I think we’ve talked here before about Googling yourself. And, I must admit, I do Google myself often, mainly because I’m waiting for the day I knock the interior designer off the number one spot on Google searches for Kimberly Lang. (I also have Google alerts for my name and my titles so I can find out when I’m being talked about. Not that I’m paranoid or anything…)
But when I do Google myself, I scan the results and those that I know for a fact aren’t me, I just skip over. Maybe I should pay a bit more attention.
Let me state categorically that I do not write poetry. Well, not since high school and all of that teenage girl angsty poetry is safely under my bed—not on the internet. (Thanks for the heads-up from an Honorary Playfriend.)

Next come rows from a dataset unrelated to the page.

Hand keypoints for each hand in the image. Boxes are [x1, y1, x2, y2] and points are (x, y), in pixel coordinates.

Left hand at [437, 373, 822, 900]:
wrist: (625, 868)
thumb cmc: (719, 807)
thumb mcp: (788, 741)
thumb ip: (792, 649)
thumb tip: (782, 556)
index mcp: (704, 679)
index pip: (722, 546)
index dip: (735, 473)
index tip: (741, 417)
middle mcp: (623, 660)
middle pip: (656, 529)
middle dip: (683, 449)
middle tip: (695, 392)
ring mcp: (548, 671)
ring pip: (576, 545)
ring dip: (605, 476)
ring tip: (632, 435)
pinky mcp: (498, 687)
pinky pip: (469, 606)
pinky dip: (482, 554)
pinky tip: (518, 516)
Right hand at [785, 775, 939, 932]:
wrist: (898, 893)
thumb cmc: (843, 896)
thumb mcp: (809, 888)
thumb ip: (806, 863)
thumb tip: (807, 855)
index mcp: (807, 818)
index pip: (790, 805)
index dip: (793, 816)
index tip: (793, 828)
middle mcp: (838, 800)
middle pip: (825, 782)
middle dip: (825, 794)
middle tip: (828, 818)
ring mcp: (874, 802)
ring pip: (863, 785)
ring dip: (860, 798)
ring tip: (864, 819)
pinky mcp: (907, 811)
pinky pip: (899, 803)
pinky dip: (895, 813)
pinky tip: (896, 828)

I am, obviously, not an Interior Designer from Berkeley, nor a real estate agent from Florida. I did not give a $2500 political contribution through the Blue Bell Creamery in New Mexico. I have not had bariatric surgery, nor was AC born prematurely. I’m not a lesbian mom breastfeeding activist. I’m not a lawyer, a high school teacher or a registered nurse. (Although I am listed on the Rate My Professor database, where I got high scores for everything except the easiness of my classes. I even got a chili pepper rating for being “Hot.” Go figure.)
There’s also a Kimberly Lang who plays volleyball at the Olympic level. That’s very obviously not me. :-)
Of course, if you use the British spelling “Kimberley,” you get a whole slew of new possible careers—including jewelry designer. Seems we Kimberly Langs are a creative bunch.
It’s kind of fun to see all the possibilities out there—even if I do have to come on to my blog and deny poetry…
So, go Google yourself. Look through the results and find the one most obviously not you-- the one that makes you laugh out loud or cringe at the thought someone might think it was you! Report back in the comment tail. Best/most horrifying ones get books!